*Aim of the task*
In the data that follows, how many lines include the string "Haven"? Answer with the number alone.

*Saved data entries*
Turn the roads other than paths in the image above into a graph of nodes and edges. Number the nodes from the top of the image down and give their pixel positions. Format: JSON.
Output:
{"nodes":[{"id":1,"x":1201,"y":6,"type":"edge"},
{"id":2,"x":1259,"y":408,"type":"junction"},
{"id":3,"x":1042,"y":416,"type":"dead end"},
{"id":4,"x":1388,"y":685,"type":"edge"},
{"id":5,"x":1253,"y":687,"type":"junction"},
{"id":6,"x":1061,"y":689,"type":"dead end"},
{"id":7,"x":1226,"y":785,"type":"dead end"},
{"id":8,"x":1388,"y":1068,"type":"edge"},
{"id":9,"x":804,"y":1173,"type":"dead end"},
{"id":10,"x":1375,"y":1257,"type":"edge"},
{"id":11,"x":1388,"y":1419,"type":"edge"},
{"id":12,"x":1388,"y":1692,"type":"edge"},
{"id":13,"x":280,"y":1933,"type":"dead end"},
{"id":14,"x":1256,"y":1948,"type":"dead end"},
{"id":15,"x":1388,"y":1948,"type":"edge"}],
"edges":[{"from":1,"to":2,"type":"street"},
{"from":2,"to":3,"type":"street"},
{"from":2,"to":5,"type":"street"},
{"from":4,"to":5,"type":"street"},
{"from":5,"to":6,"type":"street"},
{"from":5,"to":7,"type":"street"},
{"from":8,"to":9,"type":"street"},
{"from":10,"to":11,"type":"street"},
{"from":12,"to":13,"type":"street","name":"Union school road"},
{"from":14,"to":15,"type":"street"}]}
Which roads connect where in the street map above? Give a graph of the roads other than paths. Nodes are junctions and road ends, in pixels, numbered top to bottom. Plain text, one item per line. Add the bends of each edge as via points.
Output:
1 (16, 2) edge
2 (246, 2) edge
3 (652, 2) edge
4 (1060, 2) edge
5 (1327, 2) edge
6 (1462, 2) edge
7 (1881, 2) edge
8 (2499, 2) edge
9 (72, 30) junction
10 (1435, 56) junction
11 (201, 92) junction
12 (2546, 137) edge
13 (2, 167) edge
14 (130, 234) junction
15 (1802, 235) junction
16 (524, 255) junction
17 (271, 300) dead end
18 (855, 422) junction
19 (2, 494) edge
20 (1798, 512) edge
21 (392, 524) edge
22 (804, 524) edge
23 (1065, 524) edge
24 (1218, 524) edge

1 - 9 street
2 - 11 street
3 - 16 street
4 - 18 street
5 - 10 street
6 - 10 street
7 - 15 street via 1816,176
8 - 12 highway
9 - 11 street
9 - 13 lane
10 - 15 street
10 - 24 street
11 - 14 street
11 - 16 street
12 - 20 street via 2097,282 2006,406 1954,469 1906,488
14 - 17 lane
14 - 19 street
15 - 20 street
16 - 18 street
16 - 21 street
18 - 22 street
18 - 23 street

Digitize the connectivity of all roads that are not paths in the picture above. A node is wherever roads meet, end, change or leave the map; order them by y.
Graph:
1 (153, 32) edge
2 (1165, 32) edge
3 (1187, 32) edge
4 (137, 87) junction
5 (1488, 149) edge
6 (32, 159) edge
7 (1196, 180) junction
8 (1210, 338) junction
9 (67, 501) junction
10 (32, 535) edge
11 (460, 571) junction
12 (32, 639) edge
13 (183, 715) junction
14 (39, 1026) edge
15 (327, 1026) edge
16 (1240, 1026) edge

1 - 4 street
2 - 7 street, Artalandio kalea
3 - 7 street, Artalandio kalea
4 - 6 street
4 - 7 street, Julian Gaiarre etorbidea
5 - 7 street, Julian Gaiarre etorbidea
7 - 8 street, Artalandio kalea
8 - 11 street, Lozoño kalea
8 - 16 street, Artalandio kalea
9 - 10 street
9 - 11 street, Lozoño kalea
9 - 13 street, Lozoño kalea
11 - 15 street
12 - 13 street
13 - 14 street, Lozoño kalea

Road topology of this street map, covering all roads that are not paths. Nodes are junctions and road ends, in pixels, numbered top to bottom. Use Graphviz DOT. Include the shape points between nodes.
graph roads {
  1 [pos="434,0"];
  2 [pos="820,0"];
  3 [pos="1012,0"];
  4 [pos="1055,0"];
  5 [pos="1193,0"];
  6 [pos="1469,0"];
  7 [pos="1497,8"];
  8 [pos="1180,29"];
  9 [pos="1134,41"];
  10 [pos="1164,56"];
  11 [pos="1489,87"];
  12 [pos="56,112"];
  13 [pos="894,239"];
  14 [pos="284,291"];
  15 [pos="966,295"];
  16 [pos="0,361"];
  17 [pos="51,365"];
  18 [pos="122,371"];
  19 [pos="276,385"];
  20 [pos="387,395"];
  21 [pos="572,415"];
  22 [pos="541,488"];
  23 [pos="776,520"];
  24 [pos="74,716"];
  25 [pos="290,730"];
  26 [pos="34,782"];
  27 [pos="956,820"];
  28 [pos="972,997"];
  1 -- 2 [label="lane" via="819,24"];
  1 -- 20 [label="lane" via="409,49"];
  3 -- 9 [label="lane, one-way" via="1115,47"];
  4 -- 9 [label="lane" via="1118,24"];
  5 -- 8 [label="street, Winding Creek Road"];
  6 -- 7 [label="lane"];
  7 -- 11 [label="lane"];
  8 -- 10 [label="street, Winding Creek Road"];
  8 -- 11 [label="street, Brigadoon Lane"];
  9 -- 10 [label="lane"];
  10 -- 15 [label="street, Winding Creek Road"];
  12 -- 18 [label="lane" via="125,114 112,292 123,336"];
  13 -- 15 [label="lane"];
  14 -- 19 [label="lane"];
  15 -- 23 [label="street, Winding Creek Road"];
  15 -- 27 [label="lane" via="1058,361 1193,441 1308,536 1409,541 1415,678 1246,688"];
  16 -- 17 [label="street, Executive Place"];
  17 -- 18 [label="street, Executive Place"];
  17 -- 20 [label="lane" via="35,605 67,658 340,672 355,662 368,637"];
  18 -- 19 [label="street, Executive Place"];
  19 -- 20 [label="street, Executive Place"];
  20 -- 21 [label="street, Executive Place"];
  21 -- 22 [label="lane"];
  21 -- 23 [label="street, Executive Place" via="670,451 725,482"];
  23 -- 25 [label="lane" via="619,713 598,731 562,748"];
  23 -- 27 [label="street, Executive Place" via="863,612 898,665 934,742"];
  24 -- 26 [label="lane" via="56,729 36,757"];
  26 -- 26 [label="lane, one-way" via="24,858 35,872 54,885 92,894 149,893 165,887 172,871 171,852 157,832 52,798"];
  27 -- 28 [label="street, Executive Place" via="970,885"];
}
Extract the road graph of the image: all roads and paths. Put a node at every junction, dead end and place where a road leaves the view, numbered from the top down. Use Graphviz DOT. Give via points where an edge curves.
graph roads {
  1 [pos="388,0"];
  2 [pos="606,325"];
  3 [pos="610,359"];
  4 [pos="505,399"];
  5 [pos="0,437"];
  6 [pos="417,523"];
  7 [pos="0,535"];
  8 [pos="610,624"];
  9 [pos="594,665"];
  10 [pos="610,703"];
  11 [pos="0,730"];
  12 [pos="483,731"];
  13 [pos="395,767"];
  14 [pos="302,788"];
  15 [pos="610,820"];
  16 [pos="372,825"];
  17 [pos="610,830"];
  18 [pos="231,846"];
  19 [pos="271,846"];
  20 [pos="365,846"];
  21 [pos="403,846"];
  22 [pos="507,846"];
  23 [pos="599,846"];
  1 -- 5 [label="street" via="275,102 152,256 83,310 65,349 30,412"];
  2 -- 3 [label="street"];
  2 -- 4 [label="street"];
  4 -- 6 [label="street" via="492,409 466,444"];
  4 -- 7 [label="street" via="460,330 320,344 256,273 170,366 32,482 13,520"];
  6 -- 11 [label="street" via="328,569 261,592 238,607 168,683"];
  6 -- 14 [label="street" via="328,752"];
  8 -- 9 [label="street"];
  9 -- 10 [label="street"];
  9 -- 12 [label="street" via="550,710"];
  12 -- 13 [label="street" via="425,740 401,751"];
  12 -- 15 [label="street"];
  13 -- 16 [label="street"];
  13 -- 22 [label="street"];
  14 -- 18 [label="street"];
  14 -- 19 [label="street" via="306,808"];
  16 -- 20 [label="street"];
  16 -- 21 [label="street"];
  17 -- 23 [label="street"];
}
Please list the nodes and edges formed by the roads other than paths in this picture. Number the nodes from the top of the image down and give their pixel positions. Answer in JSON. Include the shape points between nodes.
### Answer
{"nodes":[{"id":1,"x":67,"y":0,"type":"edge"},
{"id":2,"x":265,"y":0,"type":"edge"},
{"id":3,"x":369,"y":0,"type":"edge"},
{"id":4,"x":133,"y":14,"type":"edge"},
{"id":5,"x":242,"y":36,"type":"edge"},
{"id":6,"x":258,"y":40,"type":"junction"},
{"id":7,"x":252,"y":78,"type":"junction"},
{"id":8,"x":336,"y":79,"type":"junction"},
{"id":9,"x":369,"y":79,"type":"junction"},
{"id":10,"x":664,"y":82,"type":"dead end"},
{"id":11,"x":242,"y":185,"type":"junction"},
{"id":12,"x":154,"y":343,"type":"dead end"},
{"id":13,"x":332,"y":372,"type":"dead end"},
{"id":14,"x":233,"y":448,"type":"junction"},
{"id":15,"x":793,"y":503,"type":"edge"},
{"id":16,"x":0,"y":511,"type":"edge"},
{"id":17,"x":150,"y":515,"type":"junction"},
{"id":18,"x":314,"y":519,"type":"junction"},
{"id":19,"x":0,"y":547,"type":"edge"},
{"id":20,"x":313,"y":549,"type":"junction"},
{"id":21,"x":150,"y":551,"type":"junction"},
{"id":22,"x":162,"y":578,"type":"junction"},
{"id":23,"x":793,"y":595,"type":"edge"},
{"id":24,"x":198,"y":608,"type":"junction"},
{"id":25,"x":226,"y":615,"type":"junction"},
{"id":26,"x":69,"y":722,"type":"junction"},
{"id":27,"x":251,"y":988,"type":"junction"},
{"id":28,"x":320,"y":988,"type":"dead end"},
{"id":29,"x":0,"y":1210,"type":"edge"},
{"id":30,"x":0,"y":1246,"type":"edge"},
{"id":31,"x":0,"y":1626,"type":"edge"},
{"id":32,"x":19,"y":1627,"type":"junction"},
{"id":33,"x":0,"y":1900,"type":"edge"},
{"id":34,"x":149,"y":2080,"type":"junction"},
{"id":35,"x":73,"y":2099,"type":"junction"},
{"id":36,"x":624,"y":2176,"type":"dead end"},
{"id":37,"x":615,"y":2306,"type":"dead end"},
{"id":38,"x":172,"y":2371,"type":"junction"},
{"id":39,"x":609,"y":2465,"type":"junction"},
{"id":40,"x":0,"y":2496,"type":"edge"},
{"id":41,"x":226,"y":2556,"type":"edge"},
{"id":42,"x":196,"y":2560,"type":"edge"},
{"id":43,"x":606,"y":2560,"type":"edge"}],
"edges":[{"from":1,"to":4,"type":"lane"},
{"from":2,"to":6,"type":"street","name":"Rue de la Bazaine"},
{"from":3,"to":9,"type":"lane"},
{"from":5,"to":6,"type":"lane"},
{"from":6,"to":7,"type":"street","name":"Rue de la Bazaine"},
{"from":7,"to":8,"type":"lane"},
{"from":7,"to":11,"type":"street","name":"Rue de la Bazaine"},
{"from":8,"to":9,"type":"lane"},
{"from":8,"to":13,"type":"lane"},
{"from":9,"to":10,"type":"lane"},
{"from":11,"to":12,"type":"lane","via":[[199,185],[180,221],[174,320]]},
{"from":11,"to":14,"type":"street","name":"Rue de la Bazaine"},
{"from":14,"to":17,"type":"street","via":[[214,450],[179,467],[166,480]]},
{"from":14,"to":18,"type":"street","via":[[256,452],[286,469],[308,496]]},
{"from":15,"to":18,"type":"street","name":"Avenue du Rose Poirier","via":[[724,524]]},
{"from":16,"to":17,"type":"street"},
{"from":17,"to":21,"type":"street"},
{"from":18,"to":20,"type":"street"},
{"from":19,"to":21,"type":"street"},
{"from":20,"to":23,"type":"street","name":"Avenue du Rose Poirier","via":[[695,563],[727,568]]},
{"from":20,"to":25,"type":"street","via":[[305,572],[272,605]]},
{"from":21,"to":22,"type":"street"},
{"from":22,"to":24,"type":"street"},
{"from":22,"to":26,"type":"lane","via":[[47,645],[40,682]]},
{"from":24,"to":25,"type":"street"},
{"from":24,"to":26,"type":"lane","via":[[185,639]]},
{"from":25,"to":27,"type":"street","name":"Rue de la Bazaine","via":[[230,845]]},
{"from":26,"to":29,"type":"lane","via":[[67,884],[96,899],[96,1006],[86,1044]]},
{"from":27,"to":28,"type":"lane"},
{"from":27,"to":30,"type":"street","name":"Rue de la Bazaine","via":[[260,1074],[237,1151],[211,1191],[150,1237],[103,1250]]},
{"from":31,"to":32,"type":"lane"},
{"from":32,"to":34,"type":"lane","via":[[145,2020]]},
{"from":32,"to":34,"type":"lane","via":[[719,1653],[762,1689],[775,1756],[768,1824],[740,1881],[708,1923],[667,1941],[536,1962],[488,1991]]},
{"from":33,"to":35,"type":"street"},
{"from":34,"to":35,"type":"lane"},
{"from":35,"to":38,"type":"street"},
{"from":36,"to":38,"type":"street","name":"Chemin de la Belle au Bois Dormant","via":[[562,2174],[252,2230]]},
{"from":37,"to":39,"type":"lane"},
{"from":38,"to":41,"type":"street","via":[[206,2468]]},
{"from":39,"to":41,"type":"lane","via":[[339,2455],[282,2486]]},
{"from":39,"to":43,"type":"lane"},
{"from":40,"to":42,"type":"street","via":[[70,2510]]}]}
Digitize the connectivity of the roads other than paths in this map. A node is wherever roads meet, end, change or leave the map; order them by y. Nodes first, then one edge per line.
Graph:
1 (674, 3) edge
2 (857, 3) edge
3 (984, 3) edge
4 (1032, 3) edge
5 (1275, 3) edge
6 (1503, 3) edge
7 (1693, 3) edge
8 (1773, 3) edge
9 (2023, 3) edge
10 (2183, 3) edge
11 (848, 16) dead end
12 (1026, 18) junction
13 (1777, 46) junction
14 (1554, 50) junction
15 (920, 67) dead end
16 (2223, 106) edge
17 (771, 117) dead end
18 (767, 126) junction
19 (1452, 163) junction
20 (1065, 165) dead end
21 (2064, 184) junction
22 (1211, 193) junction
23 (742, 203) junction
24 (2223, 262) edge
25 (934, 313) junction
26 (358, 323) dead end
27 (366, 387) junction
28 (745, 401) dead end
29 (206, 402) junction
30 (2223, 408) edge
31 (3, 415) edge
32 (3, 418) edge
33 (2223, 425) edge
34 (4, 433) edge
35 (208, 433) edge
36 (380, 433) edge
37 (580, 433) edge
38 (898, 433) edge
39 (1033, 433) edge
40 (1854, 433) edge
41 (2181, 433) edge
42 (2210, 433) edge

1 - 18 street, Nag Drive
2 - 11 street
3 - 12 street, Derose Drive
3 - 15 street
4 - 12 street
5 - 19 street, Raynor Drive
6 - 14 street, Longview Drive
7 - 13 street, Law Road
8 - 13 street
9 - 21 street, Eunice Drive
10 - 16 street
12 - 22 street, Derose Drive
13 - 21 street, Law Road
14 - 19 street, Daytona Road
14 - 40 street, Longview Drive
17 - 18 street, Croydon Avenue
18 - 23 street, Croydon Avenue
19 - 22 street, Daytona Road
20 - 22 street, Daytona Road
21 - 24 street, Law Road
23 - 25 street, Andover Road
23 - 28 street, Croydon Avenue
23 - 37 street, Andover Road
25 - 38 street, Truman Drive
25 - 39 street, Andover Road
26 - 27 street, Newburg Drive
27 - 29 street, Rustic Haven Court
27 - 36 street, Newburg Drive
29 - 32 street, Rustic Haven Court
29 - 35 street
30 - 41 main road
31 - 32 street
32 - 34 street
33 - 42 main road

*Response for this exercise*
2